Quadriceps dominance is a state of imbalance during sport activities, when athletes preferentially activate the quadriceps as the primary stabilizer of the knee, and is commonly seen in female athletes (40). Women preferentially activate the quadriceps before the hamstrings compared with men (12). This underutilization of the hamstring musculature is in part because of the fact that women show less hamstring force relative to body size than men (33). Quadriceps dominance, especially in women (35) and athletes with ACL deficiency (19), leads to higher rates of injury. Efficient hamstring recruitment and force production are imperative to counterbalancing quadriceps dominance and reducing ACL injury. As previously discussed, surface perturbation training is able to impact these neuromuscular characteristics of the lower extremity.

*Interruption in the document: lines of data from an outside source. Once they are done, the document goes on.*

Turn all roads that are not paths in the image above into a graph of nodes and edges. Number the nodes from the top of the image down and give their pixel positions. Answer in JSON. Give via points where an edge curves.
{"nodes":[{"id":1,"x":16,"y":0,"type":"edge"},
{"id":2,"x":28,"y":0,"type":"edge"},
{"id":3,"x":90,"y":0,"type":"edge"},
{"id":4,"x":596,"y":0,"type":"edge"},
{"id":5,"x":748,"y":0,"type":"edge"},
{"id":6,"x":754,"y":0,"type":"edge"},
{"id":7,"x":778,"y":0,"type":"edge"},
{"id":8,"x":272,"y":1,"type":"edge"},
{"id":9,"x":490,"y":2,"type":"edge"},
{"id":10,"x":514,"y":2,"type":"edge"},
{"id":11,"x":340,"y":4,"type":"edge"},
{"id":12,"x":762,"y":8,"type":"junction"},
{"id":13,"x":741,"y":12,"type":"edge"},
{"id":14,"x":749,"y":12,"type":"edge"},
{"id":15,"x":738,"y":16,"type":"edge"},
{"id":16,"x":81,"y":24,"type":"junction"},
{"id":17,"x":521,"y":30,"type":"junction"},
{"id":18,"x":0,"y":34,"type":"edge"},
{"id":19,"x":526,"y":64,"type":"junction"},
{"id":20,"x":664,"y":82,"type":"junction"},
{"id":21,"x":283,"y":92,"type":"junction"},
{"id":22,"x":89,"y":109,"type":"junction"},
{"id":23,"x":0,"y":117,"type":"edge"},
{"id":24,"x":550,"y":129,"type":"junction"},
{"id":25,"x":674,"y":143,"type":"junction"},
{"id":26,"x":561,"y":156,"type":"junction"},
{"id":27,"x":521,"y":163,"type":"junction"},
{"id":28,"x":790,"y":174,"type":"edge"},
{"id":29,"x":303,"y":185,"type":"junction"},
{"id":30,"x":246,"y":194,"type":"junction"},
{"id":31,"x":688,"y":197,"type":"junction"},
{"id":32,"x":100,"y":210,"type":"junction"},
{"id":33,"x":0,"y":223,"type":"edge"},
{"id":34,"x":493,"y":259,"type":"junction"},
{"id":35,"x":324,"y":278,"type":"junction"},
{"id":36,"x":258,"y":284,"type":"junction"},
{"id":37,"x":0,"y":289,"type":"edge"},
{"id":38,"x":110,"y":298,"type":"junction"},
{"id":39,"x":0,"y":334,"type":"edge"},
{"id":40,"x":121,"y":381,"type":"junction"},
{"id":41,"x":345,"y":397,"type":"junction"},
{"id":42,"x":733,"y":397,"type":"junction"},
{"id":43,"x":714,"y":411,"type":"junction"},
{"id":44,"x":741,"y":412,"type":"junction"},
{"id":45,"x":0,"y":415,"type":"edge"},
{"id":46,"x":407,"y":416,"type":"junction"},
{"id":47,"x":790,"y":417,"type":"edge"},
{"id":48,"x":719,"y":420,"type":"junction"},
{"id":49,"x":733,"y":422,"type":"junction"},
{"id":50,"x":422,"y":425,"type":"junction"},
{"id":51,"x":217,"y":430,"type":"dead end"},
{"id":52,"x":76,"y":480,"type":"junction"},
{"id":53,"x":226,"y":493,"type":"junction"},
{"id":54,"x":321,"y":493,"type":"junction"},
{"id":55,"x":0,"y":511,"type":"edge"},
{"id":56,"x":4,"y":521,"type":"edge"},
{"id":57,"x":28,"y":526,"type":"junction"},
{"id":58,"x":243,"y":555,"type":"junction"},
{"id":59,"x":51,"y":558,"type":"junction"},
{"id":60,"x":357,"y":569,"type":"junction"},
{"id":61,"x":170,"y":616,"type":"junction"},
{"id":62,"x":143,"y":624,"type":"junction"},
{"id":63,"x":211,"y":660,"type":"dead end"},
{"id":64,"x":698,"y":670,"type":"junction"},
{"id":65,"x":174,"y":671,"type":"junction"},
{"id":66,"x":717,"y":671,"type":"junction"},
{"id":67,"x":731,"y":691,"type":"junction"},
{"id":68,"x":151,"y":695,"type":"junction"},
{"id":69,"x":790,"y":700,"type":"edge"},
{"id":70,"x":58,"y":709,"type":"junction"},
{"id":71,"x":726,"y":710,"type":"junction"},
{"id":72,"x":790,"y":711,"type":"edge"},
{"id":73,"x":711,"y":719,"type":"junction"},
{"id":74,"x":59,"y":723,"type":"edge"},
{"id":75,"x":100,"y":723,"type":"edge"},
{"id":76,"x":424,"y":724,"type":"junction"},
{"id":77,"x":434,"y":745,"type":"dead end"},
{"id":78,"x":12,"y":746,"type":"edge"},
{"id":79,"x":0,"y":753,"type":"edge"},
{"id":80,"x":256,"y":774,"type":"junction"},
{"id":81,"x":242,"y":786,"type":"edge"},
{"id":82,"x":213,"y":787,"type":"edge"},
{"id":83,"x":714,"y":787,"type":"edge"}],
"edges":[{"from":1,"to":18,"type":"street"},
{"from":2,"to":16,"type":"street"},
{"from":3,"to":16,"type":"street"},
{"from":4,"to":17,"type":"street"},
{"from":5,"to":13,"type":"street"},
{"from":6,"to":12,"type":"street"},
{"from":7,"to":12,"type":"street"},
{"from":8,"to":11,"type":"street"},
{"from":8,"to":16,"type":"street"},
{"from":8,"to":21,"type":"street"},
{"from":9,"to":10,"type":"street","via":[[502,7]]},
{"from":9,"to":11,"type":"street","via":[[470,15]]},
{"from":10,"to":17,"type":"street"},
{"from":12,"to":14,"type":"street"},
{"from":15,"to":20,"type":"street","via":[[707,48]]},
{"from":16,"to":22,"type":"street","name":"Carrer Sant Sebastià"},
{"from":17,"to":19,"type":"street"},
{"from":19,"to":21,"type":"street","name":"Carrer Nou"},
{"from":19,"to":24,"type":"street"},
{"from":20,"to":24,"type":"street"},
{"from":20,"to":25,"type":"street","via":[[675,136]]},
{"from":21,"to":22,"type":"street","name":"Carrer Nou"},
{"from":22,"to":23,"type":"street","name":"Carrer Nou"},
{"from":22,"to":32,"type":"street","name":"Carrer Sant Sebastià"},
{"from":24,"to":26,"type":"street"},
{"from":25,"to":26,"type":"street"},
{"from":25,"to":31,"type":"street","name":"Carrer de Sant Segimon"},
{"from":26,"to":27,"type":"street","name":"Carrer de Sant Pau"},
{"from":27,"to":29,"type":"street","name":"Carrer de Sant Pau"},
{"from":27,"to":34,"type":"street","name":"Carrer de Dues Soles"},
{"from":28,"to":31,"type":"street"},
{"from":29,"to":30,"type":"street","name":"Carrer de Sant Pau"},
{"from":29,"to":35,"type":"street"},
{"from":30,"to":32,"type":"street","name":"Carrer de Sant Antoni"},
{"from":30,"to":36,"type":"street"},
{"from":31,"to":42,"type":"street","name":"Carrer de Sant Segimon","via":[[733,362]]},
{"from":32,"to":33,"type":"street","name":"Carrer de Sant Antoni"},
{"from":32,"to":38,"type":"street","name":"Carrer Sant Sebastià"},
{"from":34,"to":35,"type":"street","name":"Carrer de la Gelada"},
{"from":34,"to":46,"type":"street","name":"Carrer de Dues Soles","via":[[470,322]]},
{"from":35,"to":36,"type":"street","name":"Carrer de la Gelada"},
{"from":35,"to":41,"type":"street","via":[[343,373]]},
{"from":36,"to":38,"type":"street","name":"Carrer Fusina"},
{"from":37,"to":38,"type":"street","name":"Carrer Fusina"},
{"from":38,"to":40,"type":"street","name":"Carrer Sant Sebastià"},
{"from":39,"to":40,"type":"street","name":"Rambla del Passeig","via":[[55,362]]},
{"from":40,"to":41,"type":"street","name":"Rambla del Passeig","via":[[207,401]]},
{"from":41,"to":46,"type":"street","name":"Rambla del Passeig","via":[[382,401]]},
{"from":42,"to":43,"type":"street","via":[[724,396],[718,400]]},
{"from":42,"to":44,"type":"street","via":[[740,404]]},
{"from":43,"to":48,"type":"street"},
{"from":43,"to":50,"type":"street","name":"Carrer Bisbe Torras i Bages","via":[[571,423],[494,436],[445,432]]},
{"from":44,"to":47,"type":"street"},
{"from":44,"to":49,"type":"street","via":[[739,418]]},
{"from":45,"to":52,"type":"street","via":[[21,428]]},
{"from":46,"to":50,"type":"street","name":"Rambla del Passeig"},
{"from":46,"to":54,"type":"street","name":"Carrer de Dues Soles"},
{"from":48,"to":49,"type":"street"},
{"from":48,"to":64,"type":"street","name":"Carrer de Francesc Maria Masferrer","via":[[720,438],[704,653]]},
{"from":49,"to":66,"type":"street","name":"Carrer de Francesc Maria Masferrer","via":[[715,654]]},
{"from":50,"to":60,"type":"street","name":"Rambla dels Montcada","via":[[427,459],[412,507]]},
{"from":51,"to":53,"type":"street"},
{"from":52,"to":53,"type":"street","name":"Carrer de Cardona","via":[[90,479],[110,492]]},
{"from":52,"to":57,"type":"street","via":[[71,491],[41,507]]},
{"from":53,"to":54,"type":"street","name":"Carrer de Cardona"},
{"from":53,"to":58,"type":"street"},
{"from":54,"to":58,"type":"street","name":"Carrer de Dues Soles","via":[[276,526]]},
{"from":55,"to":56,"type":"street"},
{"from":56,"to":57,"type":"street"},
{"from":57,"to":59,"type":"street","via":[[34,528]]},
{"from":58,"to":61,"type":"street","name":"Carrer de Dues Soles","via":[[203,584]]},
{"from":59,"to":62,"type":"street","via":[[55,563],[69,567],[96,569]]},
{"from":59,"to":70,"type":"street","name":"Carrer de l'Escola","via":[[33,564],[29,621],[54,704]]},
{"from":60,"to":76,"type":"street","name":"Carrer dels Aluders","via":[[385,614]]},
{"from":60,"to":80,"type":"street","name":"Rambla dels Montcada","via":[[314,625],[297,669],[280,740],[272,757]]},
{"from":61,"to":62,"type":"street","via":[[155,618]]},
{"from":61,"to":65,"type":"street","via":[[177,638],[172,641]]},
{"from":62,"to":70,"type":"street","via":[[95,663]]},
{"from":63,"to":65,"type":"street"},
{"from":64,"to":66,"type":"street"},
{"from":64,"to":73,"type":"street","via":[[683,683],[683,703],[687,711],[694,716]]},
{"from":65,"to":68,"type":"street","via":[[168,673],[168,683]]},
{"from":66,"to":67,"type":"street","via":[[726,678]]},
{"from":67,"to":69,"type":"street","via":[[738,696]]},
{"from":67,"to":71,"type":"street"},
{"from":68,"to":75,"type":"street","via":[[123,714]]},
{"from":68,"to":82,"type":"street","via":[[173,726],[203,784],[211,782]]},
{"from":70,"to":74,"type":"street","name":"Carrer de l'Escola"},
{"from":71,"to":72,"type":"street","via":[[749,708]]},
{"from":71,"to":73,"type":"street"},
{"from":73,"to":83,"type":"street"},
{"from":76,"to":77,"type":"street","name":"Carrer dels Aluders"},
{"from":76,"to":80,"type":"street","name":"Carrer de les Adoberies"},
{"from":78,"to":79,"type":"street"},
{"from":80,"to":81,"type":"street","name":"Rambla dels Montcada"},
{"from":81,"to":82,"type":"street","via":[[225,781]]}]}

Perturbation training for injury prevention can be used by all strength and conditioning professionals in their conditioning and prevention programs. Typically, progressions for these athletes are similar as for rehabilitation but may move faster for those without a previous injury. Perturbation training can be used in a practice environment, with ample education to all coaches and players. Teammates can pair up and perform these activities during warm-up and cool-down sessions.
Further benefits of perturbation training may be linked to effects with muscle groups other than those surrounding the knee. Proximal lower extremity musculature including the hip adductor and gluteal muscle groups should be studied. Future research should also be conducted for evidence of improvements at the foot and ankle. Furthermore, upper extremity closed chain activities on perturbed surfaces may show benefits for joint stability and rotator cuff recruitment.
Perturbation training is an excellent and simple way to rehabilitate lower extremity pathologies and may reduce the risk of athletic injuries. It can easily be incorporated into rehabilitation or practice settings. Both physiological and functional improvements have been found with perturbation training that lead to enhanced joint stability and neuromuscular control.